The drive to escalate use may have a chemical basis. Pornography stimulates masturbation. One aspect of orgasm is the pleasure/reward response, which involves the release of dopamine, says Dr Gemma O’Brien, a physiologist at the University of New England. Dopamine affects the mood mechanism in the brain, she says. Chocolate and cocaine also stimulate the dopamine pathways.

“When people stimulate the dopamine pathways frequently, all the dopamine gets released. Then when they try to stimulate themselves again, whether by drugs or sex or whatever, there’s not enough dopamine left in the nerves to release and give a nice response,” O’Brien says. “So they have to go to higher and higher doses, more and more intense stimulation.”

Whether such chemical desensitisation relates to seeking greater stimulation through more exotic porn use remains unclear. However, sexual violence in porn and any eroticising of rape worries Flood. “There’s an association between seeing violent pornography and developing more sexually aggressive attitudes and more tolerance for rape and sexual assault. And there’s an association between seeing violent pornography and being sexually violent yourself.”

But McKee says such correlational studies do not prove people who are exposed to violent porn will become violent, but rather that the kind of person who is violent towards women is also likely to enjoy violent porn.

Aggregate studies also draw McKee’s fire. Pro-porn advocates often invoke one Danish study suggesting sexual crimes decreased after porn’s legalisation there in the 1960s. But anti-porn advocates cite other aggregate studies such as one finding sexual assaults increased in South Australia after porn laws were liberalised in the ’60s, but were stable in Queensland where porn stayed illegal.

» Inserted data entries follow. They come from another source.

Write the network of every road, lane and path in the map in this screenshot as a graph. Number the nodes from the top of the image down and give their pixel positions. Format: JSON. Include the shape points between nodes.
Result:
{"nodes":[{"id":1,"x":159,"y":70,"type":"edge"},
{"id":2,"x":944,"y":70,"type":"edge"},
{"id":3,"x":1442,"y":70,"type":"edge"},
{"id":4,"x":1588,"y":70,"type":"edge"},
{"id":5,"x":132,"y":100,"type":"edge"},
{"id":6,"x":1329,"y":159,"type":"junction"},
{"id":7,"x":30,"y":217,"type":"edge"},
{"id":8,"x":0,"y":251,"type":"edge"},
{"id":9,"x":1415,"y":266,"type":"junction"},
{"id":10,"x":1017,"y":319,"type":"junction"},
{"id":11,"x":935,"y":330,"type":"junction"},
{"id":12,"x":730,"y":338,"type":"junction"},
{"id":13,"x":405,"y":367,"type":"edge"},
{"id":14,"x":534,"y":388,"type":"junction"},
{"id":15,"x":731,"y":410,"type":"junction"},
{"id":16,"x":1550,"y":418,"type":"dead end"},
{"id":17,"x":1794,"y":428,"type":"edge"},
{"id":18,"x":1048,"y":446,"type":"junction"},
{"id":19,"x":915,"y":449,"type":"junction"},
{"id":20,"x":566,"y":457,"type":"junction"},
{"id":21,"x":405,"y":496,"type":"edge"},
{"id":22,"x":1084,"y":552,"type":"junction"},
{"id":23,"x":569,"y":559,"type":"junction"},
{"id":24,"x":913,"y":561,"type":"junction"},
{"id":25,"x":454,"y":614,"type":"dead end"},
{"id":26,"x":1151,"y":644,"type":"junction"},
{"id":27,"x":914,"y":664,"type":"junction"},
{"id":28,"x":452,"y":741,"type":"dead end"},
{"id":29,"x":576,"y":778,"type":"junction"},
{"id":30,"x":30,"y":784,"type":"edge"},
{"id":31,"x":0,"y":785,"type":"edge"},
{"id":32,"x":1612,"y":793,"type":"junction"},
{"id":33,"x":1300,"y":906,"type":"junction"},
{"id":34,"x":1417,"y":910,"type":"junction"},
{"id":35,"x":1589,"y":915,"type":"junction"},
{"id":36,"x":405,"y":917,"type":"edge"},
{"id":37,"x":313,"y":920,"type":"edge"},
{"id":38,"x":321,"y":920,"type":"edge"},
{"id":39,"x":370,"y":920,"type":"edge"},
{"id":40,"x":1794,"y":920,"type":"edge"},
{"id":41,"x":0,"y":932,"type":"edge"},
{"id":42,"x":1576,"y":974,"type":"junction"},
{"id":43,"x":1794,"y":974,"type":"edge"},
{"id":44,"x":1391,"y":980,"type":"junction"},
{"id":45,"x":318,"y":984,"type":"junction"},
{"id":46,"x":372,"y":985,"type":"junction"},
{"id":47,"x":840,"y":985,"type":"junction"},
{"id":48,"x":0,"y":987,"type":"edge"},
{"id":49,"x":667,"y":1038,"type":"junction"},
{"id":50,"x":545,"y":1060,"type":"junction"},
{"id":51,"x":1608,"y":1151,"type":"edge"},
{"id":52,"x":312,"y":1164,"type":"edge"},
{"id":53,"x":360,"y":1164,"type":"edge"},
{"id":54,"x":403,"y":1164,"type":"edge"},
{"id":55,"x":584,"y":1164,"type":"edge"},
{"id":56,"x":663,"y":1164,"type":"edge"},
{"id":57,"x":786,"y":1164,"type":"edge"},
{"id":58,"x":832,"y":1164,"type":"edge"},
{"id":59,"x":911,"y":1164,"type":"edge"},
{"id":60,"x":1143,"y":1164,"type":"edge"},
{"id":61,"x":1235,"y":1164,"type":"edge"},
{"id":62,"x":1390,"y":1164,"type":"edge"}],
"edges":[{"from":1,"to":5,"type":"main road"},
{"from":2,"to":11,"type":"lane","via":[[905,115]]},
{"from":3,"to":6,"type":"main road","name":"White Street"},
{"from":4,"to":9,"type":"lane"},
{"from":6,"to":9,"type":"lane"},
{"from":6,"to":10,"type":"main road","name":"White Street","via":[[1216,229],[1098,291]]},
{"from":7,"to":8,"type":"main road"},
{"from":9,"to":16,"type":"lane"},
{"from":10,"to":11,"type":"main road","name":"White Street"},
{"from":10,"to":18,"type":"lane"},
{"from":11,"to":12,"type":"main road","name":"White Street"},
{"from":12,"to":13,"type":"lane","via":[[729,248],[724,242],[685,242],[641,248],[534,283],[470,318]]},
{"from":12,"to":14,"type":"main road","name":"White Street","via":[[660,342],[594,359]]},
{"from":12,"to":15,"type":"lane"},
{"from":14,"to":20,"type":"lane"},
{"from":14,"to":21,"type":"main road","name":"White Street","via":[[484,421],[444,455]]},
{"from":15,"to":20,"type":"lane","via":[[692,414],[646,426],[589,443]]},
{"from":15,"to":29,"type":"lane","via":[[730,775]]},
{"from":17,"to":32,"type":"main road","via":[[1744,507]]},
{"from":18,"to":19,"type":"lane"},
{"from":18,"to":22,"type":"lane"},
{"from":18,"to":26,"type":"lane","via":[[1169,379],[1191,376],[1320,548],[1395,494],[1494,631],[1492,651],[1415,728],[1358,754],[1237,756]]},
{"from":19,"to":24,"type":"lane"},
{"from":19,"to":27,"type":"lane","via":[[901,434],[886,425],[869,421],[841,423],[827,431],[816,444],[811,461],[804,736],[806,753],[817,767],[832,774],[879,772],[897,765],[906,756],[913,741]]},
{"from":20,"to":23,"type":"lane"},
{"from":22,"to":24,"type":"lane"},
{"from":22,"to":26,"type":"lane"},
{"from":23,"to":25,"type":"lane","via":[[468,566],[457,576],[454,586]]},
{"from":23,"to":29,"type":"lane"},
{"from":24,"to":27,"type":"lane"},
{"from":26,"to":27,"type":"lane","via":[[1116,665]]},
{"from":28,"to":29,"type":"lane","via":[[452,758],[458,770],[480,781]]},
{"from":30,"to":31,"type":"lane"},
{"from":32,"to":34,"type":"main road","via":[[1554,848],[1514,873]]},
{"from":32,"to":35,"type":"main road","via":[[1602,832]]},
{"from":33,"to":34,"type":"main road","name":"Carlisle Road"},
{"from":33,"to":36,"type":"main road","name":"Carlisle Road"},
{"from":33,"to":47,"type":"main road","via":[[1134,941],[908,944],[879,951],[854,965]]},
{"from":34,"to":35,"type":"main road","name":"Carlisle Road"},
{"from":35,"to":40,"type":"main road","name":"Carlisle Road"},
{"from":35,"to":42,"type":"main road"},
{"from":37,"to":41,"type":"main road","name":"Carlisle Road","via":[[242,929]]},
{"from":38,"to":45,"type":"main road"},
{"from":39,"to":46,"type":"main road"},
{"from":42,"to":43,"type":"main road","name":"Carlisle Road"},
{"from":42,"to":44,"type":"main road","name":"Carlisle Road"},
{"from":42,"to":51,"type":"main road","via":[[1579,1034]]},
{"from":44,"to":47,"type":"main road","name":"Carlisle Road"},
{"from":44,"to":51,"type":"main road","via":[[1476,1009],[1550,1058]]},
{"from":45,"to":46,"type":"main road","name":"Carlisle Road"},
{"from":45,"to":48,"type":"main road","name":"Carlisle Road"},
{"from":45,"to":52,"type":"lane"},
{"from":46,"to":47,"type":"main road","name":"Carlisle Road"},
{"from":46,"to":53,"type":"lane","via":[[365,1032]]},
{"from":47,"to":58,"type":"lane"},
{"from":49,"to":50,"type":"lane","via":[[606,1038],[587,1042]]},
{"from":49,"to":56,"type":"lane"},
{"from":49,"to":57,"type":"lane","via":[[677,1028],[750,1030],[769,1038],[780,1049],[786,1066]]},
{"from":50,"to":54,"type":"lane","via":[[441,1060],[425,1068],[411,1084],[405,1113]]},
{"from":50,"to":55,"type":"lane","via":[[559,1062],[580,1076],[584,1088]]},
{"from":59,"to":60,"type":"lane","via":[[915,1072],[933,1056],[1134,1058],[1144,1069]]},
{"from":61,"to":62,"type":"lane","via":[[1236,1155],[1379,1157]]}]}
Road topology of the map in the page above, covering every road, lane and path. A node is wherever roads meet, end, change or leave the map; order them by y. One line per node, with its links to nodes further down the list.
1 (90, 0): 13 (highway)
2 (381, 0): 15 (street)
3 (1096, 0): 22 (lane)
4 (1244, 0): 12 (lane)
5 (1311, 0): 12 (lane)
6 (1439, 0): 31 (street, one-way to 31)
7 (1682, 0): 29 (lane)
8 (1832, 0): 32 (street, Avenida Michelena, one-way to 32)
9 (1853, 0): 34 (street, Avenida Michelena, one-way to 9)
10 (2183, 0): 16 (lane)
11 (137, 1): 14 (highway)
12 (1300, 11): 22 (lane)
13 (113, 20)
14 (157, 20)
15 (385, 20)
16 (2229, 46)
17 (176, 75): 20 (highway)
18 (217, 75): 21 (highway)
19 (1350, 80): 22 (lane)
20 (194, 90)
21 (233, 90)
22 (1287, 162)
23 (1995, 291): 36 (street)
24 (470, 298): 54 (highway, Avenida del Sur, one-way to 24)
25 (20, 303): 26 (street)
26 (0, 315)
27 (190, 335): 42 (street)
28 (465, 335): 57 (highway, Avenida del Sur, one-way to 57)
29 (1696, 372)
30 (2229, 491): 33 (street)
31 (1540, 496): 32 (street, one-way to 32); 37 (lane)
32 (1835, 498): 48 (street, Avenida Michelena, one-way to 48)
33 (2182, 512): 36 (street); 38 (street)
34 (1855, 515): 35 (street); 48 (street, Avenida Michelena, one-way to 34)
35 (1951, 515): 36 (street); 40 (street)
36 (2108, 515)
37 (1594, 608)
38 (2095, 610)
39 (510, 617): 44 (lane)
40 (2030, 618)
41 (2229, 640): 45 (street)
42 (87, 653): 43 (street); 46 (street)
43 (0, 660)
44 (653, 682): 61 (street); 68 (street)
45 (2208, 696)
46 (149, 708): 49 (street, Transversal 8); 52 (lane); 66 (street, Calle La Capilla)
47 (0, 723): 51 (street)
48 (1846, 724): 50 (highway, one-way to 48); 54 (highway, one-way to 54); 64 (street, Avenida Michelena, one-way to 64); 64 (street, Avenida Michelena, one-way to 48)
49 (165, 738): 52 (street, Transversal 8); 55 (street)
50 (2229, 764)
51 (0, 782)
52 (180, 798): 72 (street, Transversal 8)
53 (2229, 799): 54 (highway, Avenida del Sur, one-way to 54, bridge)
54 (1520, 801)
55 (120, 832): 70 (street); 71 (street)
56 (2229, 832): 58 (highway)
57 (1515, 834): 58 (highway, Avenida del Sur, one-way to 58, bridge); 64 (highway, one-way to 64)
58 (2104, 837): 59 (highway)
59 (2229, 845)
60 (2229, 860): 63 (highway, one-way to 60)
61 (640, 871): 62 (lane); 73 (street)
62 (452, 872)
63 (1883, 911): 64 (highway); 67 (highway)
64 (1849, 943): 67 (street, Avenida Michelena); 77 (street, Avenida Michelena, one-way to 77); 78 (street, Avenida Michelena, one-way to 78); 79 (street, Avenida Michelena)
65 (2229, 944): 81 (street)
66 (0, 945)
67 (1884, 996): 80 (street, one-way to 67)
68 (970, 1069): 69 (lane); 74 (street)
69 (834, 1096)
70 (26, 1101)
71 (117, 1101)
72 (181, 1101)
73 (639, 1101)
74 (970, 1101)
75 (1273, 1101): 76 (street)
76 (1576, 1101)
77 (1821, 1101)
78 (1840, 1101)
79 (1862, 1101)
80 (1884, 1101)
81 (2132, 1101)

The data from such studies is “wildly contradictory”, McKee says. “Half the results seem to find that where there’s more pornography there’s more rape. The other half seems to find that where there’s more pornography there’s less rape. The problem is there are so many variables.” An objective position is thus impossible, McKee says. “The biggest problem is if we pretend we already know the answers.”

Bob Montgomery is not even convinced porn use has increased. In China and India some sexually explicit material is thousands of years old. “It was used then as it is now,” he says. “Repeated surveys show little change in men’s sexual behaviour at all.”

While the material is now more explicit, he says the solution is education about sex and porn. “The best place to learn is at home with parents discussing that,” he says.

And helping couples be sexually successful in long-term relationships benefits them and family stability, he says, while porn is only a threat for the ignorant and misinformed.

Women watch too, but don’t brag about it

For years, the assumption was that men liked sexually explicit material and women did not, says Dr Bob Montgomery, the Australian Psychological Society’s director of communications. Then “someone took physiological measures and found that the women were just as turned on as the men were, they were just less likely to say so”, he says.

It was “more acceptable for men to report being aroused by pornography than it was for women”, he says. Now sexually arousing books or videos are used in therapies to help women having problems achieving orgasm.

Kath Albury, a researcher at the University of Sydney, says while women generally don’t enjoy porn as much as men, that’s at least partly because porn is made for men. But porn made by women for women sells quickly from women’s sex shops, she says. “It doesn’t mean that it appeals to all women but it does definitely indicate that there is a sizeable market out there.”

Professor James Ogloff, of Monash University and Forensicare, says he hasn’t come across a single woman in Australia who was accessing the internet and obtaining illegal information, such as child porn. He says they are looking at pornography, but it doesn’t seem to be of the same nature as what men view. Ogloff says research shows women are more interested than men in the broader relationship – such as conversation, intimacy (other than physical), a more emotionally based relationship – not just the sexual stimulation.